The Wrong Pander
I'm not sure it says anything good about Rudy Giuliani, the Republican Party or the country as a whole that he seems more willing to throw his political convictions to the winds on gay marriage than on abortion. I never expected him to leap over to the pro-life side, obviously, but he could have come out as a pro-choice opponent of Roe v. Wade, on the Wittesian grounds that having the Supreme Court make abortion law has been bad for our politics. That would have been a flip-flop, sure, but one that landed him in a principled place and might have made him attractive to a lot of pro-life voters. Instead, he's decided to cast himself as the candidate who's for civil unions but against, well, actual-existing civil unions - presumably with the calculation that pandering to social conservatives on gay marriage is safer for the general election that being on the record as opposing Roe, which even pro-life candidates have been wary of doing. That calculation may be correct, given that Americans tend to describe themselves as pro-Roe even though majorities oppose its substance; on the other hand, civil unions command majority support in many polls too, and I suspect, and hope, that being pro-choice will hurt Rudy more in the primaries than being anti-civil unions will help him.

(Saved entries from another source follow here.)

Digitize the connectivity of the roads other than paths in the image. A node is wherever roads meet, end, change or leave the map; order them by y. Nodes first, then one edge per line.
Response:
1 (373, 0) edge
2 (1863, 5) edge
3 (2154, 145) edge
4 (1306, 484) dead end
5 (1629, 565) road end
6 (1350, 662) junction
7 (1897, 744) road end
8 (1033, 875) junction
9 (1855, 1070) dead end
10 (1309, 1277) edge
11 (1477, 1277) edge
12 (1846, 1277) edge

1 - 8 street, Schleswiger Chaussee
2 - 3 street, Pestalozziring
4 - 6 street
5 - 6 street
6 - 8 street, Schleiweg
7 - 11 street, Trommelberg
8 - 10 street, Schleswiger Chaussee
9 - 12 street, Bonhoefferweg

In the long run - or at least the short long run, since God knows where we'll be in 2250 - the pro-life movement is likely to remain a potent force in American politics, whereas I think it's clear that the crusade against gay marriage and civil unions is already petering out. (It's succeeded in nearly every state where it could plausibly succeed, and it would take an overreaching Supreme Court decision to fan it back to life, which is possible but unlikely.) And it would be nice to see the GOP candidates recognize that fact, instead of tailoring their panders to fit the political landscape of 2004.